Work instruction:
Could you find every line in the records below that contains the word "edges" and copy it?
*** Opening of Supplied data ***
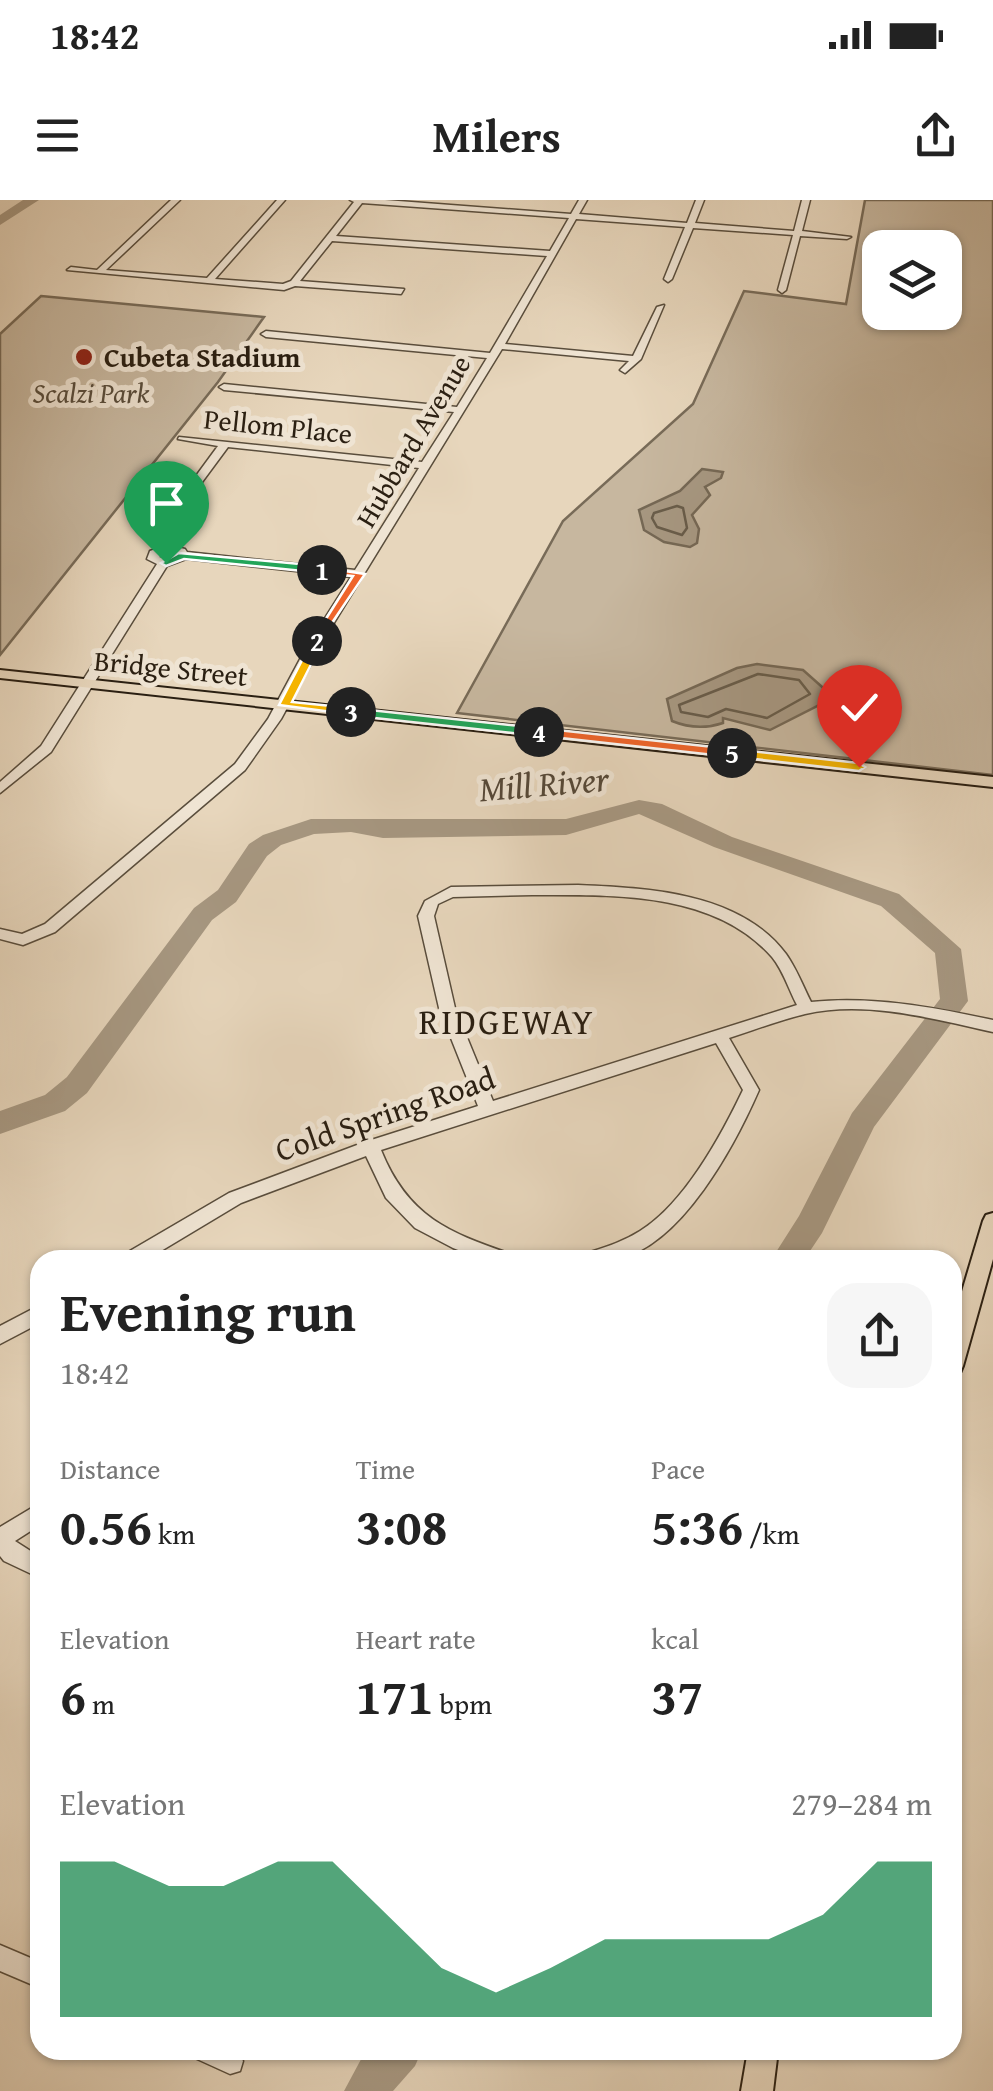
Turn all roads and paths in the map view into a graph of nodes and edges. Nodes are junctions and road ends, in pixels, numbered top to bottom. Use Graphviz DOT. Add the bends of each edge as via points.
graph roads {
  1 [pos="176,200"];
  2 [pos="281,200"];
  3 [pos="358,200"];
  4 [pos="583,200"];
  5 [pos="700,200"];
  6 [pos="806,200"];
  7 [pos="458,204"];
  8 [pos="575,215"];
  9 [pos="690,224"];
  10 [pos="798,233"];
  11 [pos="846,237"];
  12 [pos="330,238"];
  13 [pos="554,254"];
  14 [pos="71,270"];
  15 [pos="99,272"];
  16 [pos="668,279"];
  17 [pos="208,281"];
  18 [pos="294,284"];
  19 [pos="782,290"];
  20 [pos="400,291"];
  21 [pos="661,308"];
  22 [pos="266,334"];
  23 [pos="497,351"];
  24 [pos="636,359"];
  25 [pos="625,370"];
  26 [pos="224,386"];
  27 [pos="461,410"];
  28 [pos="183,438"];
  29 [pos="226,443"];
  30 [pos="428,466"];
  31 [pos="173,514"];
  32 [pos="360,574"];
  33 [pos="0,674"];
  34 [pos="88,685"];
  35 [pos="285,705"];
  36 [pos="993,782"];
  37 [pos="0,788"];
  38 [pos="8,936"];
  39 [pos="806,1008"];
  40 [pos="993,1026"];
  41 [pos="721,1038"];
  42 [pos="488,1109"];
  43 [pos="371,1147"];
  44 [pos="993,1221"];
  45 [pos="147,1250"];
  46 [pos="476,1250"];
  47 [pos="621,1250"];
  48 [pos="30,1318"];
  49 [pos="962,1331"];
  50 [pos="0,1336"];
  51 [pos="30,1519"];
  52 [pos="0,1540"];
  53 [pos="30,1563"];
  54 [pos="0,1958"];
  55 [pos="30,1971"];
  56 [pos="762,2060"];
  57 [pos="757,2091"];
  1 -- 15 [label="street"];
  2 -- 17 [label="street"];
  3 -- 7 [label="street"];
  3 -- 12 [label="street"];
  4 -- 8 [label="street, Hubbard Avenue"];
  5 -- 9 [label="street"];
  6 -- 10 [label="street"];
  7 -- 8 [label="street"];
  8 -- 9 [label="street"];
  8 -- 13 [label="street, Hubbard Avenue"];
  9 -- 10 [label="street"];
  9 -- 16 [label="street"];
  10 -- 11 [label="street"];
  10 -- 19 [label="street"];
  12 -- 13 [label="street"];
  12 -- 18 [label="street"];
  13 -- 23 [label="street, Hubbard Avenue"];
  14 -- 15 [label="street"];
  15 -- 17 [label="street"];
  17 -- 18 [label="street"];
  18 -- 20 [label="street"];
  21 -- 24 [label="street"];
  22 -- 23 [label="street"];
  23 -- 24 [label="street"];
  23 -- 27 [label="street, Hubbard Avenue"];
  24 -- 25 [label="street"];
  26 -- 27 [label="street"];
  27 -- 30 [label="street, Hubbard Avenue"];
  28 -- 29 [label="street, Pellom Place"];
  29 -- 30 [label="street, Pellom Place"];
  29 -- 31 [label="street"];
  30 -- 32 [label="street, Hubbard Avenue"];
  32 -- 34 [label="street" via="156,551 153,559 163,563"];
  32 -- 35 [label="street, Hubbard Avenue"];
  33 -- 34 [label="main road, Bridge Street"];
  34 -- 35 [label="main road, Bridge Street"];
  34 -- 37 [label="street" via="46,748"];
  35 -- 36 [label="main road, Bridge Street"];
  35 -- 38 [label="street, Hubbard Avenue" via="240,767 50,928 29,939"];
  39 -- 40 [label="street, Cold Spring Road" via="904,1006"];
  39 -- 41 [label="street, Cold Spring Road"];
  39 -- 42 [label="street" via="776,952 733,918 667,894 451,892 432,902 426,916 447,1008"];
  41 -- 42 [label="street, Cold Spring Road"];
  41 -- 47 [label="street" via="751,1090 737,1124 661,1226"];
  42 -- 43 [label="street, Cold Spring Road"];
  43 -- 45 [label="street, Cold Spring Road" via="235,1198"];
  43 -- 46 [label="street" via="381,1178 406,1214"];
  44 -- 49 [label="main road"];
  48 -- 50 [label="street"];
  51 -- 52 [label="street"];
  52 -- 53 [label="street"];
  54 -- 55 [label="street"];
  56 -- 57 [label="main road"];
}
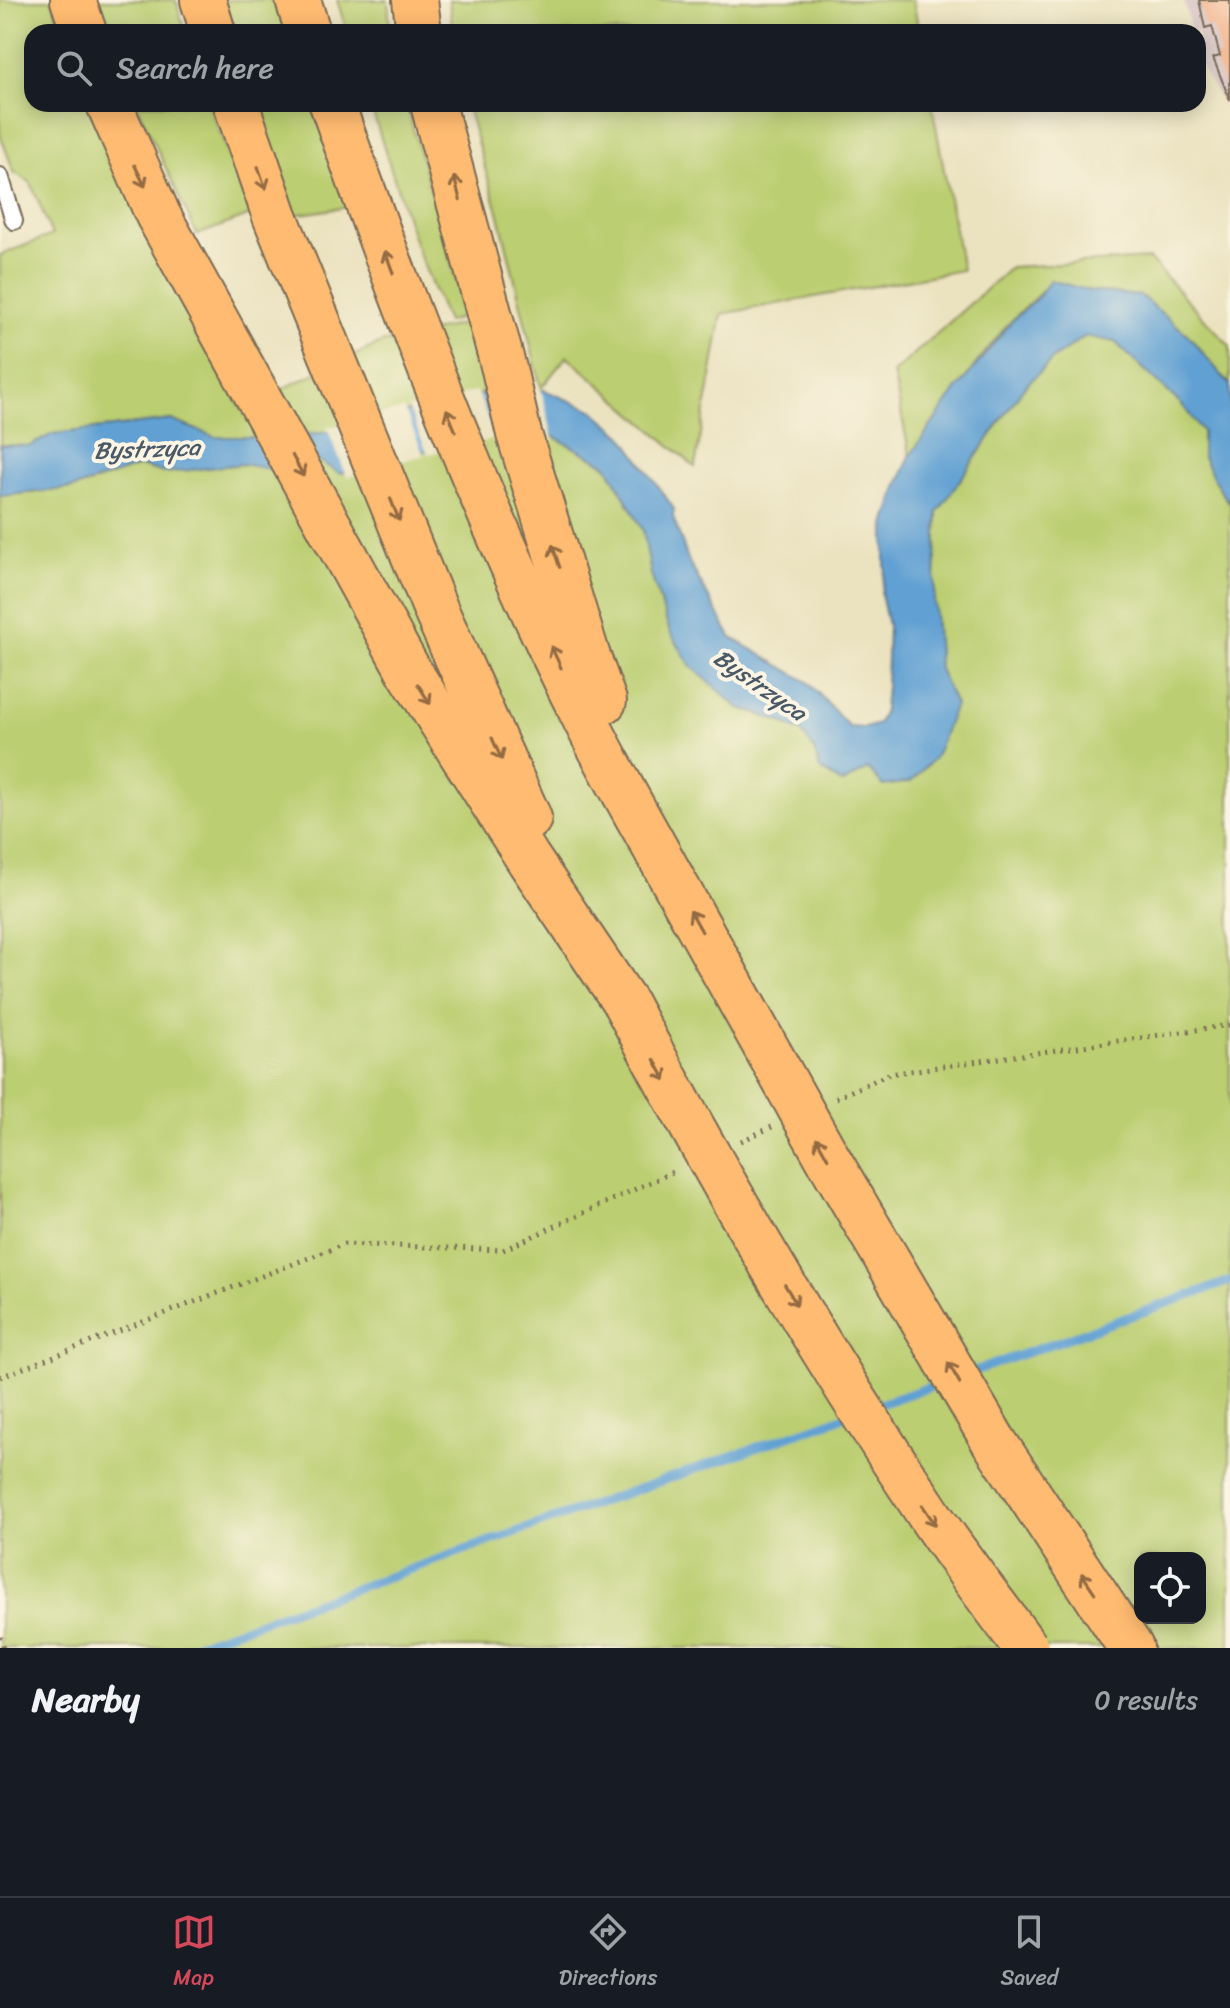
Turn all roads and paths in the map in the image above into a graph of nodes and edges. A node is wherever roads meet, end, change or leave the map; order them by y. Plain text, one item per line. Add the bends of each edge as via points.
1 (73, 0) edge
2 (203, 0) edge
3 (298, 0) edge
4 (415, 0) edge
5 (81, 24) edge
6 (210, 24) edge
7 (306, 24) edge
8 (418, 24) edge
9 (113, 112) edge
10 (239, 112) edge
11 (335, 112) edge
12 (435, 112) edge
13 (0, 176) edge
14 (14, 221) dead end
15 (670, 875) junction
16 (624, 1001) junction
17 (1230, 1025) edge
18 (832, 1100) dead end
19 (775, 1126) dead end
20 (732, 1145) dead end
21 (689, 1165) dead end
22 (0, 1377) edge
23 (0, 1637) edge
24 (4, 1648) edge
25 (1026, 1648) edge
26 (1131, 1648) edge

1 - 5 highway
2 - 6 highway
3 - 7 highway
4 - 8 highway
9 -> 16 highway via 158,215 409,671
10 -> 16 highway via 275,216 437,613 518,795
15 -> 11 highway via 586,722 524,590 416,335
15 -> 12 highway via 583,643 519,434
13 - 14 lane
26 -> 15 highway, bridge via 993,1440
16 -> 25 highway, bridge via 742,1215 851,1394 931,1518
17 - 18 path via 889,1074
19 - 20 path
21 - 22 path via 503,1250 345,1244
23 - 24 path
*** Close of Supplied data ***
Exercise result:
Turn all roads and paths in the map view into a graph of nodes and edges. Nodes are junctions and road ends, in pixels, numbered top to bottom. Use Graphviz DOT. Add the bends of each edge as via points.
Turn all roads and paths in the map in the image above into a graph of nodes and edges. A node is wherever roads meet, end, change or leave the map; order them by y. Plain text, one item per line. Add the bends of each edge as via points.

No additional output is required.